Find the general solution of the differential equation
3ln(y)y′−ty=0

Answer 1

last one!

Answer 2

do you happen to know the integrating factor method?

Answer 3

unless it has a different name, no.

Answer 4

this is a separable diffeq...that is easy to integrate

Answer 5

so far i'm at
\[\frac{ln(y)}{y}dy=\frac{t}{3}dt\]

Answer 6

yep

Answer 7

zarkon is right, use u substitution on ln(y)

Answer 8

\[\frac{ln(y)^2}{2}=\frac{t^2}{6}\]

Answer 9

+c

Answer 10

oh ty

Answer 11

awesome :)

Answer 12

\[ln(2y)=\frac{t^2}{3}+C\]

Answer 13

?

Answer 14

edit: \[2ln(y)\]

Answer 15

no

Answer 16

only if it was \[\ln(y^2)=2\ln(y)\]

but it is not

Answer 17

ah

Answer 18

just take the sqrt of both sides

Answer 19

\[ln(y)=(sqrt{\frac{t^2}{3}+C})\]

Answer 20

sqrt syntax?

Answer 21

\sqrt{}

Answer 22

ok

Answer 23

this is getting harder and harder to type lol
\[y = e^{\sqrt{\frac{t^2}{3}+C}}\]

Answer 24

now you see why i like to write it out on paper lolol

Answer 25

lol

Answer 26

lol!

Answer 27

lol!

Answer 28

Hes a catch.
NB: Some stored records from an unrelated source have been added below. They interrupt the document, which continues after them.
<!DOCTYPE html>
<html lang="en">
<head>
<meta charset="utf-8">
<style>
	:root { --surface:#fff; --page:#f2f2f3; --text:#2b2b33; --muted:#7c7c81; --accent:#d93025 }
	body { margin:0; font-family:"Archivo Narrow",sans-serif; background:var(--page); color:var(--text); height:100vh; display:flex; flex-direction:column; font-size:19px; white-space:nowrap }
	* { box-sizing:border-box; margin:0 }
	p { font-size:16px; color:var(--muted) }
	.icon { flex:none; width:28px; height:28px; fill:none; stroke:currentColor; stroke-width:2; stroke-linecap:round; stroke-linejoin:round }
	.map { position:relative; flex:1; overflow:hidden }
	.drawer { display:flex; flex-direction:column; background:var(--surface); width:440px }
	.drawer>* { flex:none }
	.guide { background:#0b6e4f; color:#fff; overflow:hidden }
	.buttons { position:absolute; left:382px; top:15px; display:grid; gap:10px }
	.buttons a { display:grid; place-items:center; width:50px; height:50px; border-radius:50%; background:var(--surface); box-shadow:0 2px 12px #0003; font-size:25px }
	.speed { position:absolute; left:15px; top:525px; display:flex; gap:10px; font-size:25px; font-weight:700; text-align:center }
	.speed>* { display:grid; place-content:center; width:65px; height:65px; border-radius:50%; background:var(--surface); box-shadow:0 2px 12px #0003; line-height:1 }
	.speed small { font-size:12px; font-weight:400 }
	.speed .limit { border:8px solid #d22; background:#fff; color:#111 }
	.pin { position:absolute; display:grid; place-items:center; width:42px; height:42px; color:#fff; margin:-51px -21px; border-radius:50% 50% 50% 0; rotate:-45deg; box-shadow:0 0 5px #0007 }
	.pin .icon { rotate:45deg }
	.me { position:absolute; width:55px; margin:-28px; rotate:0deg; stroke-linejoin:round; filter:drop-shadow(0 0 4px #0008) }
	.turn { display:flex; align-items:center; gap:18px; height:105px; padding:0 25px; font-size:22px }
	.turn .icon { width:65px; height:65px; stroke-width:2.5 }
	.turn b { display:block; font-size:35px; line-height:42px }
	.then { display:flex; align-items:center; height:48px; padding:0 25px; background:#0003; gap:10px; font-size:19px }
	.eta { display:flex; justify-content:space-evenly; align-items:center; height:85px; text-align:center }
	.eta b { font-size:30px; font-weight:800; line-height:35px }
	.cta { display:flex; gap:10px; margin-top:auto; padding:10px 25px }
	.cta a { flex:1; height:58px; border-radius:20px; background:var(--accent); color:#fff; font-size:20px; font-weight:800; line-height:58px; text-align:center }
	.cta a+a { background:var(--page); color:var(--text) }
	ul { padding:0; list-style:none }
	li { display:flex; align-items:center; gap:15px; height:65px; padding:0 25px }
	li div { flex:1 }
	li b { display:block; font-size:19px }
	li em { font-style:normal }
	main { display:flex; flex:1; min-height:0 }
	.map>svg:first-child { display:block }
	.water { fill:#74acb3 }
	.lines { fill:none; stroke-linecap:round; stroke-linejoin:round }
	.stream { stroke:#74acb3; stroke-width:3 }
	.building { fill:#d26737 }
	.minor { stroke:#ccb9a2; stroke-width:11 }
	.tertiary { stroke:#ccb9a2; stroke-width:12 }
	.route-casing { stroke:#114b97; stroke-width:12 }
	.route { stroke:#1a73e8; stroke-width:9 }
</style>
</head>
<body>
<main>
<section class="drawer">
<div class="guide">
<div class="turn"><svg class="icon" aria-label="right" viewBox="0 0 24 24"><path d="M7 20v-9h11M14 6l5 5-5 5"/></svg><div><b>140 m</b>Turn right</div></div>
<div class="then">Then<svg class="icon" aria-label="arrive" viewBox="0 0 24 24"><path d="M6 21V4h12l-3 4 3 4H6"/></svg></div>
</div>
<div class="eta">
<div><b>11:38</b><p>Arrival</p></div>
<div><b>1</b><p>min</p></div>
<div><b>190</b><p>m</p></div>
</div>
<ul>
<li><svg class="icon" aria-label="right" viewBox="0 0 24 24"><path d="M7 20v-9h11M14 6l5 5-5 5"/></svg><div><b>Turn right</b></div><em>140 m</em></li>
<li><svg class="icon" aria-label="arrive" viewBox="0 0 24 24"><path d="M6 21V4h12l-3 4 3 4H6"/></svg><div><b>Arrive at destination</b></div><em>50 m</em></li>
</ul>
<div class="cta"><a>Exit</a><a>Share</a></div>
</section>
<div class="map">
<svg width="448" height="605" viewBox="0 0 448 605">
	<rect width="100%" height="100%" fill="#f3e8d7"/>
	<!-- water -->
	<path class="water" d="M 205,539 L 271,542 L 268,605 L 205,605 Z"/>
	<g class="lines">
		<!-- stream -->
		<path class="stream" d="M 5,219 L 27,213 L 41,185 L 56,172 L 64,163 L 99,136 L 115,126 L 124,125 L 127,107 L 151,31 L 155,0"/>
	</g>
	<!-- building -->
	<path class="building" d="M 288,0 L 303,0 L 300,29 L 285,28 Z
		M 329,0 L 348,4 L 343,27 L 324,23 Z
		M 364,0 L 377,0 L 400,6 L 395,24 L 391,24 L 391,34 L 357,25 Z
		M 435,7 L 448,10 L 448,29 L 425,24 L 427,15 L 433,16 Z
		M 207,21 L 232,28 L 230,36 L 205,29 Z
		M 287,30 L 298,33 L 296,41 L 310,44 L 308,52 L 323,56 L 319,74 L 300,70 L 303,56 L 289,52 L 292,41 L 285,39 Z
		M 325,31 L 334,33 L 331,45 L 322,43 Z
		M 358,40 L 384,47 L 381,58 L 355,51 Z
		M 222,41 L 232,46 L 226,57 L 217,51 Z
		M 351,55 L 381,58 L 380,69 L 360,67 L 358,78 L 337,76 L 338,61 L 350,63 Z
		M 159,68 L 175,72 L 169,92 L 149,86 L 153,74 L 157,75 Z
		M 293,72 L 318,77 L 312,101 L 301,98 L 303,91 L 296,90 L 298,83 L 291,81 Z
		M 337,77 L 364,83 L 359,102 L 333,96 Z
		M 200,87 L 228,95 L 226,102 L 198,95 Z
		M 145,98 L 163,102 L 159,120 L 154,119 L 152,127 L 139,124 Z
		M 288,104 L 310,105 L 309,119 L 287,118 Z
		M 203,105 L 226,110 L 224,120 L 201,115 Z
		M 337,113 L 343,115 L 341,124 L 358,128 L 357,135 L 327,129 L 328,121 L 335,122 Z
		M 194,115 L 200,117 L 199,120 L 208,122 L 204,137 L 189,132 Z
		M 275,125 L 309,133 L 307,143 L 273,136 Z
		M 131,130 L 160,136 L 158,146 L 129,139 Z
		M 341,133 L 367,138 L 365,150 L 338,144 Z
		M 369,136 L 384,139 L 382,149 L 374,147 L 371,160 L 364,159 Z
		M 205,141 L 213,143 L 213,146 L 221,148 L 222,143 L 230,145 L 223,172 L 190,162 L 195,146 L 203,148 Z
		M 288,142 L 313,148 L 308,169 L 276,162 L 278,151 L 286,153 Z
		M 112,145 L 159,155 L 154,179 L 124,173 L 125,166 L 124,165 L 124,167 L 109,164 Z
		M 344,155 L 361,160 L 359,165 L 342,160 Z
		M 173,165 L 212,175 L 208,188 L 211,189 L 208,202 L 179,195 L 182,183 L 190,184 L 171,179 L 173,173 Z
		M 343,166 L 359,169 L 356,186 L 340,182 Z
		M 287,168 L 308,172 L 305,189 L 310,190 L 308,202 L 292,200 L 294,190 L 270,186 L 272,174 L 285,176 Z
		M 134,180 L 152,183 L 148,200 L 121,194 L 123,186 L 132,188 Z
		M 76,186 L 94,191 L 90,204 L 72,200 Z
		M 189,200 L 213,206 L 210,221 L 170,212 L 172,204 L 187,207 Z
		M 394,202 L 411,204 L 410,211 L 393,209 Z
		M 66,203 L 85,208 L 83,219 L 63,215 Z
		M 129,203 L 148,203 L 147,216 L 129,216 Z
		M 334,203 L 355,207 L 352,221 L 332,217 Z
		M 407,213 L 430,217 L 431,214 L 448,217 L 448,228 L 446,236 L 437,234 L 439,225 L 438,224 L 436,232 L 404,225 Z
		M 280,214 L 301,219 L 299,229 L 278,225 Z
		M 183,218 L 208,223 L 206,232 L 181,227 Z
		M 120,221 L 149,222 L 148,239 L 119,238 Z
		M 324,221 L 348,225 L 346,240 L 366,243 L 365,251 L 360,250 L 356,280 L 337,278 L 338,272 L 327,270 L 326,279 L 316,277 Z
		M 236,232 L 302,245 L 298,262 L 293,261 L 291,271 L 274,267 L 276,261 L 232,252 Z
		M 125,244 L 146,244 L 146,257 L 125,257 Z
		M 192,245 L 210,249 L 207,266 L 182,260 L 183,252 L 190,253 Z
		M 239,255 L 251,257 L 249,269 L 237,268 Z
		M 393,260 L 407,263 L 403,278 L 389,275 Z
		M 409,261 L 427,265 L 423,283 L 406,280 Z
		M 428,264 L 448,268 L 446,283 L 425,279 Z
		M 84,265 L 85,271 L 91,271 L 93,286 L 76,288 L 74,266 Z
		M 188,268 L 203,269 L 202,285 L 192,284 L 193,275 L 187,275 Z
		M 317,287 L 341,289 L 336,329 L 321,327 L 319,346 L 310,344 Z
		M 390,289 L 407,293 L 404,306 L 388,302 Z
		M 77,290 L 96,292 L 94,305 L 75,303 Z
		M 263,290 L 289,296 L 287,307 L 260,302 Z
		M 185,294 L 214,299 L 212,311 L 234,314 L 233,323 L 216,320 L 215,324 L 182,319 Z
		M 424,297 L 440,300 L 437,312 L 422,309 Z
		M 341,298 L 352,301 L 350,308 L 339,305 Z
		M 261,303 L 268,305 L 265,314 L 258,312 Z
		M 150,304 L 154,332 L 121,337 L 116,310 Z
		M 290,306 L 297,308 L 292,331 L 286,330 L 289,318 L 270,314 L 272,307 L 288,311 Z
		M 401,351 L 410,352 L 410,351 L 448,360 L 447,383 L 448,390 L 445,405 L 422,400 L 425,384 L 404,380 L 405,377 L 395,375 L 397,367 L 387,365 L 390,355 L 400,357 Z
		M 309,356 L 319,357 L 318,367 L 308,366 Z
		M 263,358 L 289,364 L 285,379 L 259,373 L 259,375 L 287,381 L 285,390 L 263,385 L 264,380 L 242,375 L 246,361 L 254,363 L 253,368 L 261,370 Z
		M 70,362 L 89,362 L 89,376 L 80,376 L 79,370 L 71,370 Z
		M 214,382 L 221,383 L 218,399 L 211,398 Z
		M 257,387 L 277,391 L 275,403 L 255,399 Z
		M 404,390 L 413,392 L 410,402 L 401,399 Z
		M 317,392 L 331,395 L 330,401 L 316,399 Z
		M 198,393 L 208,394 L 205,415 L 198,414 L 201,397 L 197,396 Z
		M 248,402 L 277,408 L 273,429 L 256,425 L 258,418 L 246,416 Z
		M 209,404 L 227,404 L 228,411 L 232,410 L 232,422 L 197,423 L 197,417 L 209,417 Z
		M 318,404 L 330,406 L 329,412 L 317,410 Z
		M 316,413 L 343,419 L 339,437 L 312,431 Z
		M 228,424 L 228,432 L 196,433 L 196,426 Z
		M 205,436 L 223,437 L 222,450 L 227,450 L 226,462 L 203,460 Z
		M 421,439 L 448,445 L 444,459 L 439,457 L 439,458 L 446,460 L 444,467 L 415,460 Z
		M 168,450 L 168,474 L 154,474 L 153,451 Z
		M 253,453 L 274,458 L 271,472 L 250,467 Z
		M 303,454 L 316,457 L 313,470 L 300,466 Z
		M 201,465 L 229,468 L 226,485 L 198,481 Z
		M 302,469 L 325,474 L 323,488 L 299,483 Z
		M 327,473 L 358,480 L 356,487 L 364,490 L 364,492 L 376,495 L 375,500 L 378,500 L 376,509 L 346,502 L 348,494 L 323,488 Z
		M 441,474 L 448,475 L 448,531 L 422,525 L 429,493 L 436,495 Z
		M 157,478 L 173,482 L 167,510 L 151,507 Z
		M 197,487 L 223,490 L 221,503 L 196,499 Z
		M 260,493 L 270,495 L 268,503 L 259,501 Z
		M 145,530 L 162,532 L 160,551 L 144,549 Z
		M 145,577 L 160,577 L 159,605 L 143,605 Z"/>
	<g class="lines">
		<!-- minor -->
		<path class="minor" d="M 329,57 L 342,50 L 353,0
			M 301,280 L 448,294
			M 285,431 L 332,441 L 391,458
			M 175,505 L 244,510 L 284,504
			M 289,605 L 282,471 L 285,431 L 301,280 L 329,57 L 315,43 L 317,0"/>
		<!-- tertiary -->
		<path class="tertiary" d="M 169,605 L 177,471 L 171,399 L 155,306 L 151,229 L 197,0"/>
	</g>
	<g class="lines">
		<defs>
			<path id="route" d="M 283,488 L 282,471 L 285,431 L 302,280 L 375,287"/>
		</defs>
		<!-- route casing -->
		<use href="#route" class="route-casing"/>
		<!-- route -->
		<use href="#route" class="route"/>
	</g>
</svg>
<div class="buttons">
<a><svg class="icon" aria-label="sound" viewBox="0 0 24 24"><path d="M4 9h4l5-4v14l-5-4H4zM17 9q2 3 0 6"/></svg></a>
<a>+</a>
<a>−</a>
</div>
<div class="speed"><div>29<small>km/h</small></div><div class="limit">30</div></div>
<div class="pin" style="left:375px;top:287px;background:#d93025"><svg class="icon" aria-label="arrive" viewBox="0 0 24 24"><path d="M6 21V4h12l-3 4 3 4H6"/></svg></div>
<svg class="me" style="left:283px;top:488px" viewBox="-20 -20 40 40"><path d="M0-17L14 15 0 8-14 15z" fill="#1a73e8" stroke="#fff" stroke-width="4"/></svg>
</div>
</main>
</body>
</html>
The general solution is different if y is initially greater than or less than 1. what does that mean?

Answer 29

when you took the sqrt...you introduced two solution + and -

so it was possible the ln was negative

Answer 30

lol!

Answer 31

is it pos/neg on the sqrt?

Answer 32

yes..depending on the initial condition

Answer 33

lol!

Answer 34

bingo.

Answer 35

lol!

Answer 36

Thanks guys! good night.

Answer 37

lates :P

Answer 38

do you have the answer from the book?